Structure-based drug design: aiming for a perfect fit

Abstract

Knowledge of the three-dimensional structure of therapeutically relevant targets has informed drug discovery since the first protein structures were determined using X-ray crystallography in the 1950s and 1960s. In this editorial we provide a brief overview of the powerful impact of structure-based drug design (SBDD), which has its roots in computational and structural biology, with major contributions from both academia and industry. We describe advances in the application of SBDD for integral membrane protein targets that have traditionally proved very challenging. We emphasize the major progress made in fragment-based approaches for which success has been exemplified by over 30 clinical drug candidates and importantly three FDA-approved drugs in oncology. We summarize the articles in this issue that provide an excellent snapshot of the current state of the field of SBDD and fragment-based drug design and which offer key insights into exciting new developments, such as the X-ray free-electron laser technology, cryo-electron microscopy, open science approaches and targeted protein degradation. We stress the value of SBDD in the design of high-quality chemical tools that are used to interrogate biology and disease pathology, and to inform target validation. We emphasize the need to maintain the scientific rigour that has been traditionally associated with structural biology and extend this to other methods used in drug discovery. This is particularly important because the quality and robustness of any form of contributory data determines its usefulness in accelerating drug design, and therefore ultimately in providing patient benefit.

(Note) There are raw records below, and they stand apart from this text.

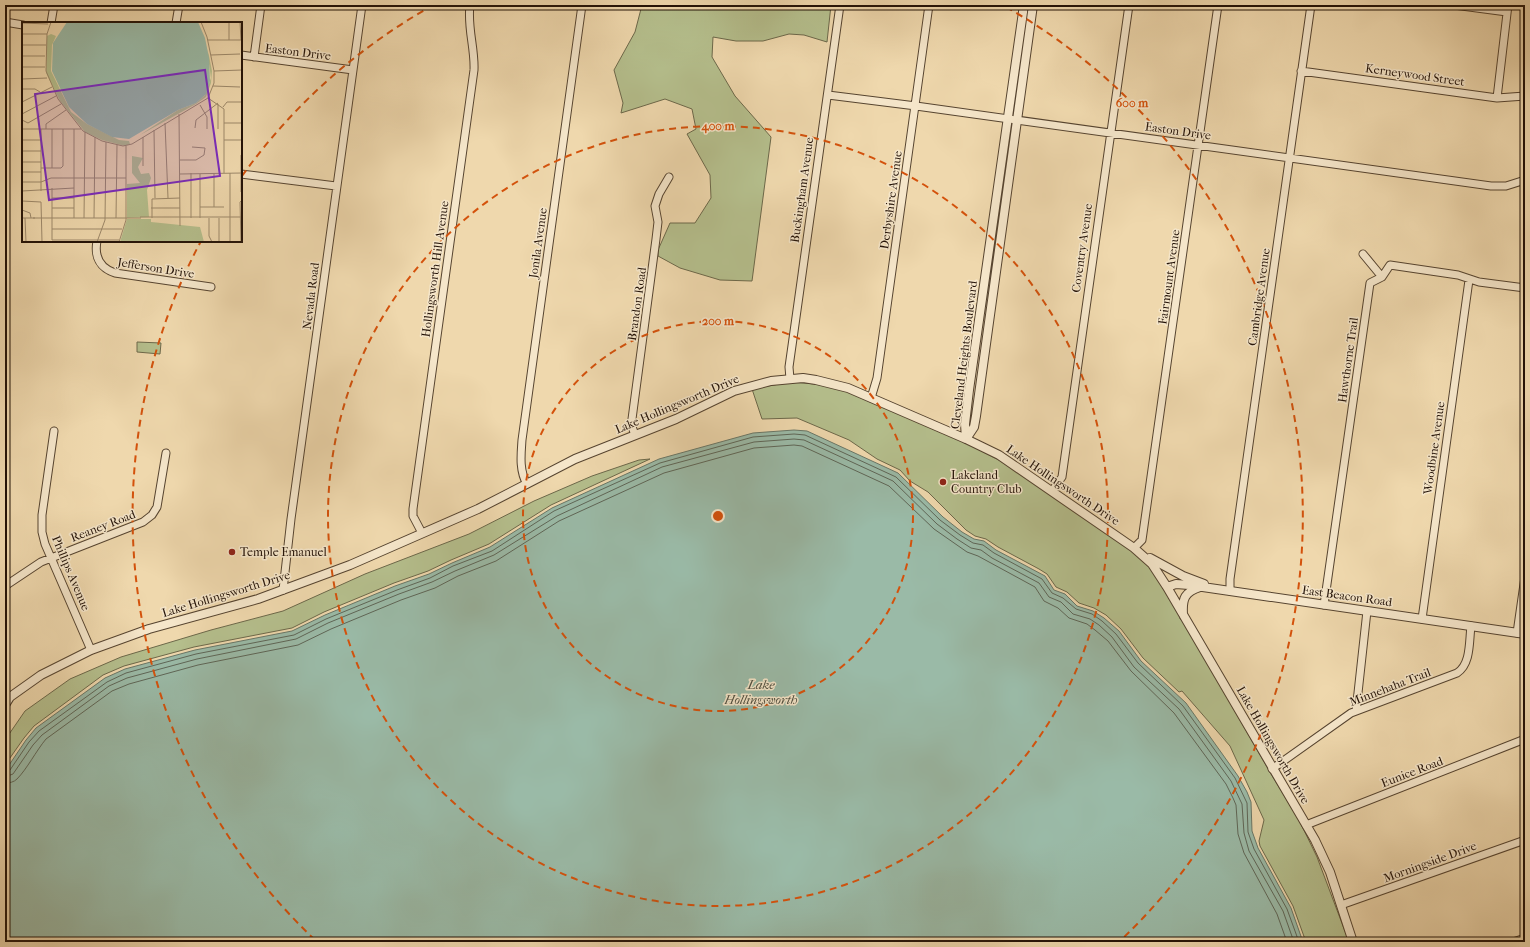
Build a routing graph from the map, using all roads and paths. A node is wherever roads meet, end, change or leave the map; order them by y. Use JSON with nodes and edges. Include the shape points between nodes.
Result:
{"nodes":[{"id":1,"x":54,"y":5,"type":"edge"},
{"id":2,"x":179,"y":5,"type":"edge"},
{"id":3,"x":261,"y":5,"type":"edge"},
{"id":4,"x":362,"y":5,"type":"edge"},
{"id":5,"x":470,"y":5,"type":"edge"},
{"id":6,"x":582,"y":5,"type":"edge"},
{"id":7,"x":840,"y":5,"type":"edge"},
{"id":8,"x":929,"y":5,"type":"edge"},
{"id":9,"x":1024,"y":5,"type":"edge"},
{"id":10,"x":1033,"y":5,"type":"edge"},
{"id":11,"x":1129,"y":5,"type":"edge"},
{"id":12,"x":1218,"y":5,"type":"edge"},
{"id":13,"x":1311,"y":5,"type":"edge"},
{"id":14,"x":1454,"y":5,"type":"edge"},
{"id":15,"x":1508,"y":9,"type":"edge"},
{"id":16,"x":5,"y":22,"type":"edge"},
{"id":17,"x":51,"y":22,"type":"edge"},
{"id":18,"x":176,"y":22,"type":"edge"},
{"id":19,"x":22,"y":25,"type":"edge"},
{"id":20,"x":242,"y":55,"type":"edge"},
{"id":21,"x":254,"y":58,"type":"junction"},
{"id":22,"x":353,"y":70,"type":"junction"},
{"id":23,"x":1301,"y":71,"type":"junction"},
{"id":24,"x":828,"y":95,"type":"junction"},
{"id":25,"x":1525,"y":96,"type":"edge"},
{"id":26,"x":1497,"y":98,"type":"junction"},
{"id":27,"x":916,"y":106,"type":"junction"},
{"id":28,"x":1009,"y":119,"type":"junction"},
{"id":29,"x":1017,"y":120,"type":"junction"},
{"id":30,"x":1111,"y":133,"type":"junction"},
{"id":31,"x":1198,"y":145,"type":"junction"},
{"id":32,"x":1289,"y":158,"type":"junction"},
{"id":33,"x":242,"y":174,"type":"edge"},
{"id":34,"x":669,"y":178,"type":"dead end"},
{"id":35,"x":1525,"y":180,"type":"edge"},
{"id":36,"x":336,"y":186,"type":"junction"},
{"id":37,"x":98,"y":242,"type":"edge"},
{"id":38,"x":1363,"y":254,"type":"dead end"},
{"id":39,"x":1382,"y":277,"type":"junction"},
{"id":40,"x":985,"y":279,"type":"junction"},
{"id":41,"x":994,"y":280,"type":"junction"},
{"id":42,"x":1469,"y":280,"type":"junction"},
{"id":43,"x":211,"y":287,"type":"dead end"},
{"id":44,"x":1525,"y":288,"type":"edge"},
{"id":45,"x":790,"y":379,"type":"junction"},
{"id":46,"x":871,"y":398,"type":"junction"},
{"id":47,"x":54,"y":431,"type":"dead end"},
{"id":48,"x":635,"y":435,"type":"junction"},
{"id":49,"x":966,"y":438,"type":"junction"},
{"id":50,"x":166,"y":453,"type":"dead end"},
{"id":51,"x":527,"y":484,"type":"junction"},
{"id":52,"x":1052,"y":491,"type":"junction"},
{"id":53,"x":422,"y":534,"type":"junction"},
{"id":54,"x":1136,"y":549,"type":"junction"},
{"id":55,"x":51,"y":558,"type":"junction"},
{"id":56,"x":1525,"y":577,"type":"edge"},
{"id":57,"x":5,"y":586,"type":"edge"},
{"id":58,"x":1167,"y":587,"type":"junction"},
{"id":59,"x":1201,"y":587,"type":"junction"},
{"id":60,"x":1212,"y":589,"type":"junction"},
{"id":61,"x":283,"y":590,"type":"junction"},
{"id":62,"x":1230,"y":592,"type":"junction"},
{"id":63,"x":1324,"y":605,"type":"junction"},
{"id":64,"x":1367,"y":611,"type":"junction"},
{"id":65,"x":1183,"y":615,"type":"junction"},
{"id":66,"x":1422,"y":619,"type":"junction"},
{"id":67,"x":1471,"y":626,"type":"junction"},
{"id":68,"x":1521,"y":633,"type":"edge"},
{"id":69,"x":92,"y":650,"type":"junction"},
{"id":70,"x":8,"y":696,"type":"edge"},
{"id":71,"x":5,"y":705,"type":"edge"},
{"id":72,"x":1356,"y":711,"type":"junction"},
{"id":73,"x":1525,"y":739,"type":"edge"},
{"id":74,"x":1272,"y":769,"type":"junction"},
{"id":75,"x":1306,"y":825,"type":"junction"},
{"id":76,"x":1525,"y":840,"type":"edge"},
{"id":77,"x":1341,"y":905,"type":"junction"},
{"id":78,"x":1525,"y":938,"type":"edge"},
{"id":79,"x":1353,"y":942,"type":"edge"},
{"id":80,"x":1513,"y":942,"type":"edge"}],
"edges":[{"from":1,"to":17,"type":"street"},
{"from":2,"to":18,"type":"street"},
{"from":3,"to":21,"type":"street"},
{"from":4,"to":22,"type":"street","name":"Nevada Road"},
{"from":5,"to":53,"type":"street","name":"Hollingsworth Hill Avenue","via":[[474,70],[413,509],[413,516]]},
{"from":6,"to":51,"type":"street","name":"Jonila Avenue","via":[[522,440],[523,478]]},
{"from":7,"to":24,"type":"street","name":"Buckingham Avenue"},
{"from":8,"to":27,"type":"street","name":"Derbyshire Avenue"},
{"from":9,"to":28,"type":"street","name":"Cleveland Heights Boulevard"},
{"from":10,"to":29,"type":"street","name":"Cleveland Heights Boulevard"},
{"from":11,"to":30,"type":"street","name":"Coventry Avenue"},
{"from":12,"to":31,"type":"street","name":"Fairmount Avenue"},
{"from":13,"to":23,"type":"street","name":"Cambridge Avenue"},
{"from":14,"to":15,"type":"street"},
{"from":15,"to":26,"type":"street"},
{"from":16,"to":19,"type":"street"},
{"from":20,"to":21,"type":"street","name":"Easton Drive"},
{"from":21,"to":22,"type":"street","name":"Easton Drive"},
{"from":22,"to":36,"type":"street","name":"Nevada Road"},
{"from":23,"to":26,"type":"street","name":"Kerneywood Street"},
{"from":23,"to":32,"type":"street","name":"Cambridge Avenue"},
{"from":24,"to":27,"type":"street","name":"Easton Drive"},
{"from":24,"to":45,"type":"street","name":"Buckingham Avenue","via":[[790,359]]},
{"from":25,"to":26,"type":"street","name":"Kerneywood Street"},
{"from":27,"to":28,"type":"street","name":"Easton Drive"},
{"from":27,"to":46,"type":"street","name":"Derbyshire Avenue","via":[[877,378]]},
{"from":28,"to":29,"type":"street","name":"Easton Drive"},
{"from":28,"to":40,"type":"street","name":"Cleveland Heights Boulevard"},
{"from":29,"to":30,"type":"street","name":"Easton Drive"},
{"from":29,"to":41,"type":"street","name":"Cleveland Heights Boulevard"},
{"from":30,"to":31,"type":"street","name":"Easton Drive"},
{"from":30,"to":52,"type":"street","name":"Coventry Avenue","via":[[1062,477]]},
{"from":31,"to":32,"type":"street","name":"Easton Drive"},
{"from":31,"to":54,"type":"street","name":"Fairmount Avenue","via":[[1142,540]]},
{"from":32,"to":35,"type":"street","name":"Easton Drive","via":[[1491,186],[1506,186]]},
{"from":32,"to":62,"type":"street","name":"Cambridge Avenue"},
{"from":33,"to":36,"type":"street"},
{"from":34,"to":48,"type":"street","name":"Brandon Road","via":[[658,194],[655,206],[658,222],[631,424]]},
{"from":36,"to":61,"type":"street","name":"Nevada Road"},
{"from":37,"to":43,"type":"street","name":"Jefferson Drive","via":[[97,258],[107,271]]},
{"from":38,"to":39,"type":"street"},
{"from":39,"to":42,"type":"street","name":"Hawthorne Trail","via":[[1390,265],[1458,275]]},
{"from":39,"to":63,"type":"street","name":"Hawthorne Trail","via":[[1370,283]]},
{"from":40,"to":41,"type":"street"},
{"from":40,"to":49,"type":"street","name":"Cleveland Heights Boulevard","via":[[965,424]]},
{"from":41,"to":49,"type":"street","name":"Cleveland Heights Boulevard","via":[[976,416],[974,427]]},
{"from":42,"to":44,"type":"street","name":"Hawthorne Trail"},
{"from":42,"to":66,"type":"street","name":"Woodbine Avenue"},
{"from":45,"to":46,"type":"street","name":"Lake Hollingsworth Drive","via":[[803,378],[830,383]]},
{"from":45,"to":48,"type":"street","name":"Lake Hollingsworth Drive","via":[[734,391],[676,419]]},
{"from":46,"to":49,"type":"street","name":"Lake Hollingsworth Drive"},
{"from":47,"to":55,"type":"street","name":"Phillips Avenue","via":[[41,523],[44,544]]},
{"from":48,"to":51,"type":"street","name":"Lake Hollingsworth Drive","via":[[575,459]]},
{"from":49,"to":52,"type":"street","name":"Lake Hollingsworth Drive","via":[[999,455]]},
{"from":50,"to":55,"type":"street","name":"Reaney Road","via":[[160,498],[152,515],[135,526]]},
{"from":51,"to":53,"type":"street","name":"Lake Hollingsworth Drive"},
{"from":52,"to":54,"type":"street","name":"Lake Hollingsworth Drive"},
{"from":53,"to":61,"type":"street","name":"Lake Hollingsworth Drive","via":[[356,563]]},
{"from":54,"to":58,"type":"street","name":"Lake Hollingsworth Drive","via":[[1152,564]]},
{"from":54,"to":60,"type":"street","via":[[1167,568]]},
{"from":55,"to":57,"type":"street","name":"Reaney Road"},
{"from":55,"to":69,"type":"street","name":"Phillips Avenue"},
{"from":56,"to":68,"type":"street"},
{"from":58,"to":59,"type":"street","name":"East Beacon Road","via":[[1176,584]]},
{"from":58,"to":65,"type":"street","name":"Lake Hollingsworth Drive"},
{"from":59,"to":60,"type":"street","name":"East Beacon Road"},
{"from":59,"to":65,"type":"street","via":[[1192,590],[1184,599]]},
{"from":60,"to":62,"type":"street","name":"East Beacon Road"},
{"from":61,"to":69,"type":"street","name":"Lake Hollingsworth Drive","via":[[149,629]]},
{"from":62,"to":63,"type":"street","name":"East Beacon Road"},
{"from":63,"to":64,"type":"street","name":"East Beacon Road"},
{"from":64,"to":66,"type":"street","name":"East Beacon Road"},
{"from":64,"to":72,"type":"street"},
{"from":65,"to":74,"type":"street","name":"Lake Hollingsworth Drive"},
{"from":66,"to":67,"type":"street","name":"East Beacon Road"},
{"from":67,"to":68,"type":"street","name":"East Beacon Road"},
{"from":67,"to":72,"type":"street","name":"Minnehaha Trail","via":[[1467,660],[1462,670]]},
{"from":69,"to":70,"type":"street","name":"Lake Hollingsworth Drive","via":[[41,675]]},
{"from":70,"to":71,"type":"street","name":"Lake Hollingsworth Drive"},
{"from":72,"to":74,"type":"street","name":"Minnehaha Trail"},
{"from":73,"to":75,"type":"street","name":"Eunice Road"},
{"from":74,"to":75,"type":"street","name":"Lake Hollingsworth Drive"},
{"from":75,"to":77,"type":"street","name":"Lake Hollingsworth Drive","via":[[1330,872]]},
{"from":76,"to":77,"type":"street","name":"Morningside Drive"},
{"from":77,"to":79,"type":"street","name":"Lake Hollingsworth Drive"},
{"from":78,"to":80,"type":"street"}]}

Keywords: drug discovery and design; pharmacology; structure.

Figure 1. Yearly growth of structures in the Protein Data Bank

Beige bars: total number of X-ray, NMR, electron microscopy and modelled structures in the PDB. Blue bars: total number of structures deposited per year. Source: RCSB Protein Data Bank: www.rcsb.org/pdb/home/home.do

Figure 2. CryoEM structure of the 20S proteasome with bound substrate analogue

The left-hand side shows a superposition of the cryoEM density map and 20S proteasome coordinates in orange (PDB accession codes EMD-2981 and 5A0Q). The close-up shows the covalently bound substrate analogue in yellow with the P1, P2 and P3 side chain positions indicated. The density map is displayed in black. Figure kindly provided by Ed Morris.

Figure 3. Crystal structure of the chemical tool CCT251545 bound to the CDK8-cyclin C complex

The inhibitor CCT251545 is shown in gold, CDK8-cyclin C is displayed in purple and key hydrogen bond interactions are shown in yellow (PDB ID code 5BNJ).